Your task »
Search the records for the word "THAMES". Copy every line where it appears.

Records for the exercise »
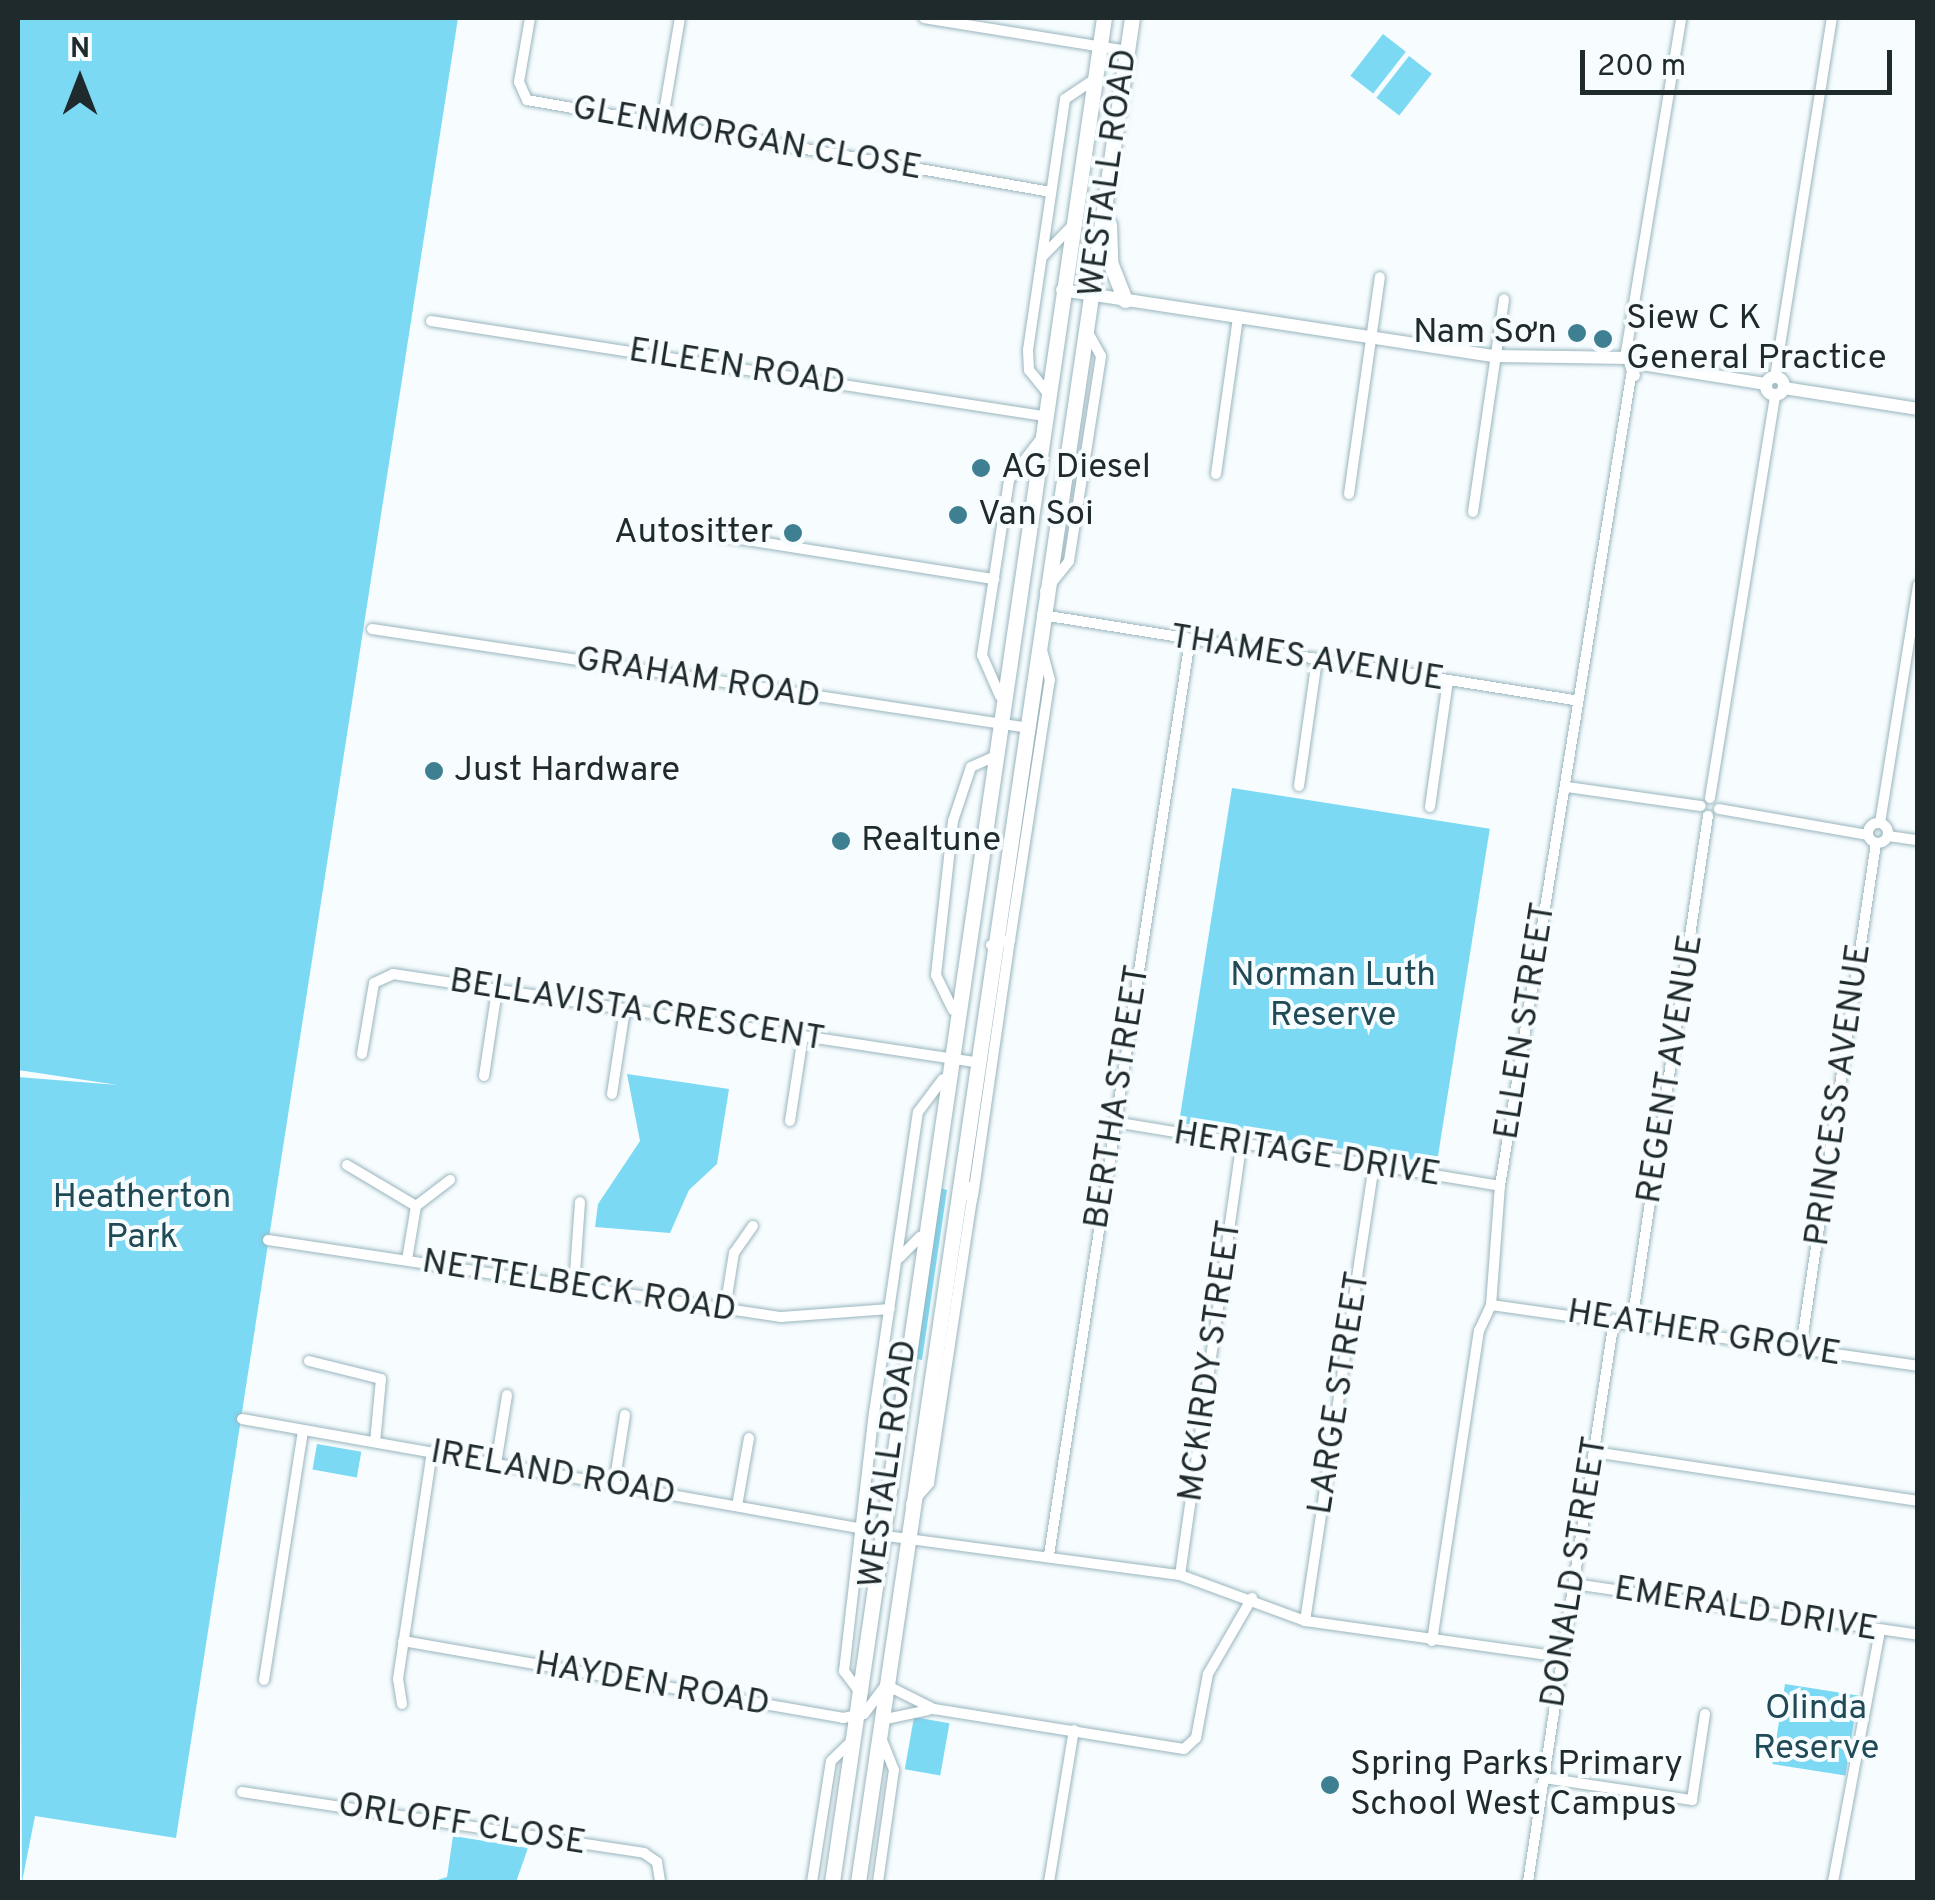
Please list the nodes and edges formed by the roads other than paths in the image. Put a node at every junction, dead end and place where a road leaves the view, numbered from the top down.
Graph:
1 (530, 18) edge
2 (680, 18) edge
3 (924, 18) edge
4 (1104, 18) edge
5 (1132, 18) edge
6 (1681, 18) edge
7 (1832, 18) edge
8 (1100, 48) junction
9 (1127, 51) junction
10 (1096, 78) junction
11 (662, 124) junction
12 (1051, 192) junction
13 (1106, 195) junction
14 (1072, 226) junction
15 (1042, 257) junction
16 (1380, 277) dead end
17 (1062, 290) junction
18 (1090, 294) junction
19 (1504, 299) dead end
20 (1125, 300) junction
21 (1238, 316) junction
22 (432, 321) dead end
23 (1086, 328) junction
24 (1371, 337) junction
25 (1493, 356) junction
26 (1628, 367) junction
27 (1775, 386) junction
28 (1046, 391) junction
29 (1918, 409) edge
30 (1043, 416) junction
31 (1039, 441) junction
32 (1216, 474) dead end
33 (1349, 494) dead end
34 (1473, 512) dead end
35 (709, 534) dead end
36 (994, 578) junction
37 (1918, 585) edge
38 (1044, 591) junction
39 (1040, 615) junction
40 (372, 629) dead end
41 (1037, 638) junction
42 (1190, 640) junction
43 (1317, 660) junction
44 (1448, 681) junction
45 (995, 690) junction
46 (1574, 700) junction
47 (996, 724) junction
48 (1023, 727) junction
49 (991, 758) junction
50 (1299, 786) dead end
51 (1567, 786) junction
52 (1706, 802) junction
53 (1430, 807) dead end
54 (1719, 809) junction
55 (1708, 816) junction
56 (1880, 823) junction
57 (1888, 836) junction
58 (1872, 839) junction
59 (1918, 840) edge
60 (1010, 940) junction
61 (992, 945) junction
62 (958, 981) junction
63 (985, 985) junction
64 (496, 990) junction
65 (625, 1009) junction
66 (954, 1010) junction
67 (802, 1036) junction
68 (362, 1054) dead end
69 (946, 1058) junction
70 (974, 1062) junction
71 (484, 1076) dead end
72 (943, 1079) junction
73 (612, 1094) dead end
74 (790, 1121) dead end
75 (1114, 1122) junction
76 (1241, 1146) junction
77 (347, 1165) dead end
78 (1374, 1166) junction
79 (958, 1170) junction
80 (450, 1180) dead end
81 (1500, 1186) junction
82 (972, 1200) junction
83 (580, 1202) dead end
84 (416, 1206) junction
85 (753, 1226) dead end
86 (920, 1237) junction
87 (268, 1240) dead end
88 (406, 1260) junction
89 (896, 1264) junction
90 (574, 1286) junction
91 (1491, 1305) junction
92 (725, 1309) junction
93 (890, 1309) junction
94 (1614, 1320) junction
95 (1632, 1322) junction
96 (1802, 1348) junction
97 (309, 1360) dead end
98 (1918, 1366) edge
99 (507, 1395) dead end
100 (625, 1416) dead end
101 (242, 1419) dead end
102 (303, 1430) junction
103 (749, 1438) dead end
104 (375, 1442) junction
105 (432, 1452) junction
106 (1594, 1452) junction
107 (496, 1464) junction
108 (614, 1484) junction
109 (1918, 1501) edge
110 (910, 1505) junction
111 (737, 1506) junction
112 (872, 1532) junction
113 (906, 1533) junction
114 (1049, 1554) junction
115 (1180, 1574) junction
116 (1574, 1584) junction
117 (1252, 1598) junction
118 (1305, 1621) junction
119 (1880, 1630) junction
120 (1918, 1636) edge
121 (403, 1641) junction
122 (1432, 1641) junction
123 (1562, 1657) junction
124 (264, 1680) dead end
125 (886, 1685) junction
126 (402, 1704) dead end
127 (934, 1709) junction
128 (1706, 1714) dead end
129 (855, 1718) junction
130 (880, 1728) junction
131 (1074, 1730) junction
132 (852, 1741) junction
133 (1544, 1778) junction
134 (242, 1792) dead end
135 (660, 1882) edge
136 (812, 1882) edge
137 (832, 1882) edge
138 (858, 1882) edge
139 (878, 1882) edge
140 (1050, 1882) edge
141 (1528, 1882) edge
142 (1833, 1882) edge

1 - 11 street, GLENMORGAN CLOSE
2 - 11 street
3 - 8 street
4 - 8 main road, WESTALL ROAD
5 - 9 main road, WESTALL ROAD
6 - 26 street, ELLEN STREET
7 - 27 street
8 - 9 street
8 - 10 main road, WESTALL ROAD
9 - 13 main road, WESTALL ROAD
10 - 12 street, WESTALL ROAD
10 - 14 main road, WESTALL ROAD
11 - 12 street, GLENMORGAN CLOSE
12 - 15 street, WESTALL ROAD
13 - 18 main road, WESTALL ROAD
13 - 20 main road
14 - 15 street, WESTALL ROAD
14 - 17 main road, WESTALL ROAD
15 - 28 street, WESTALL ROAD
16 - 24 street
17 - 18 street
17 - 28 main road, WESTALL ROAD
18 - 20 street
18 - 23 main road, WESTALL ROAD
19 - 25 street
20 - 21 street
21 - 24 street
21 - 32 street
22 - 30 street, EILEEN ROAD
23 - 38 main road, WESTALL ROAD
23 - 38 street, WESTALL ROAD
24 - 25 street
24 - 33 street
25 - 26 street
25 - 34 street
26 - 27 street
26 - 46 street, ELLEN STREET
27 - 29 street
27 - 52 street
28 - 30 main road, WESTALL ROAD
30 - 31 main road, WESTALL ROAD
31 - 36 street, WESTALL ROAD
31 - 45 main road, WESTALL ROAD
35 - 36 street
36 - 45 street, WESTALL ROAD
37 - 56 street
38 - 39 main road, WESTALL ROAD
39 - 41 main road, WESTALL ROAD
39 - 42 street, THAMES AVENUE
40 - 47 street, GRAHAM ROAD
41 - 48 main road, WESTALL ROAD
41 - 60 street, WESTALL ROAD
42 - 43 street, THAMES AVENUE
42 - 75 street, BERTHA STREET
43 - 44 street, THAMES AVENUE
43 - 50 street
44 - 46 street, THAMES AVENUE
44 - 53 street
45 - 47 main road, WESTALL ROAD
46 - 51 street, ELLEN STREET
47 - 48 street, GRAHAM ROAD
47 - 49 main road, WESTALL ROAD
48 - 61 main road, WESTALL ROAD
49 - 62 main road, WESTALL ROAD
49 - 66 street, WESTALL ROAD
51 - 52 street
51 - 81 street, ELLEN STREET
52 - 54 street
52 - 55 street
54 - 55 street
54 - 58 street
55 - 95 street, REGENT AVENUE
56 - 57 street
56 - 58 street
57 - 58 street
57 - 59 street
58 - 96 street, PRINCESS AVENUE
60 - 61 street
60 - 82 street, WESTALL ROAD
61 - 63 main road, WESTALL ROAD
62 - 63 main road
62 - 66 main road, WESTALL ROAD
63 - 70 main road, WESTALL ROAD
64 - 65 street, BELLAVISTA CRESCENT
64 - 68 street, BELLAVISTA CRESCENT
64 - 71 street
65 - 67 street, BELLAVISTA CRESCENT
65 - 73 street
66 - 69 main road, WESTALL ROAD
67 - 69 street, BELLAVISTA CRESCENT
67 - 74 street
69 - 70 street, BELLAVISTA CRESCENT
69 - 72 main road, WESTALL ROAD
70 - 79 main road, WESTALL ROAD
72 - 86 main road, WESTALL ROAD
72 - 89 street, WESTALL ROAD
75 - 76 street, HERITAGE DRIVE
75 - 114 street, BERTHA STREET
76 - 78 street, HERITAGE DRIVE
76 - 115 street, MCKIRDY STREET
77 - 84 street
78 - 81 street, HERITAGE DRIVE
78 - 118 street, LARGE STREET
79 - 82 street
79 - 110 main road, WESTALL ROAD
80 - 84 street
81 - 91 street, ELLEN STREET
82 - 110 street, WESTALL ROAD
83 - 90 street
84 - 88 street
85 - 92 street
86 - 89 street
86 - 112 main road, WESTALL ROAD
87 - 88 street, NETTELBECK ROAD
88 - 90 street, NETTELBECK ROAD
89 - 93 street, WESTALL ROAD
90 - 92 street, NETTELBECK ROAD
91 - 94 street, HEATHER GROVE
91 - 122 street, ELLEN STREET
92 - 93 street, NETTELBECK ROAD
93 - 112 street, WESTALL ROAD
94 - 95 street, HEATHER GROVE
94 - 106 street, DONALD STREET
95 - 96 street, HEATHER GROVE
96 - 98 street, HEATHER GROVE
97 - 104 street
99 - 107 street
100 - 108 street
101 - 102 street, IRELAND ROAD
102 - 104 street, IRELAND ROAD
102 - 124 street
103 - 111 street
104 - 105 street, IRELAND ROAD
105 - 107 street, IRELAND ROAD
105 - 121 street
106 - 109 street
106 - 116 street, DONALD STREET
107 - 108 street, IRELAND ROAD
108 - 111 street, IRELAND ROAD
110 - 113 main road, WESTALL ROAD
111 - 112 street, IRELAND ROAD
112 - 113 street, IRELAND ROAD
112 - 129 main road, WESTALL ROAD
113 - 114 street, IRELAND ROAD
113 - 125 main road, WESTALL ROAD
114 - 115 street, IRELAND ROAD
115 - 117 street, IRELAND ROAD
116 - 119 street, EMERALD DRIVE
116 - 123 street, DONALD STREET
117 - 118 street, IRELAND ROAD
117 - 131 street
118 - 122 street, IRELAND ROAD
119 - 120 street, EMERALD DRIVE
119 - 142 street
121 - 126 street
121 - 129 street, HAYDEN ROAD
122 - 123 street, IRELAND ROAD
123 - 133 street, DONALD STREET
125 - 127 street
125 - 129 street
125 - 130 main road, WESTALL ROAD
127 - 130 street
127 - 131 street
128 - 133 street
129 - 132 main road, WESTALL ROAD
130 - 138 main road, WESTALL ROAD
130 - 139 street, WESTALL ROAD
131 - 140 street
132 - 136 street, WESTALL ROAD
132 - 137 main road, WESTALL ROAD
133 - 141 street, DONALD STREET
134 - 135 street, ORLOFF CLOSE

Result of the exercise »
39 - 42 street, THAMES AVENUE
42 - 43 street, THAMES AVENUE
43 - 44 street, THAMES AVENUE
44 - 46 street, THAMES AVENUE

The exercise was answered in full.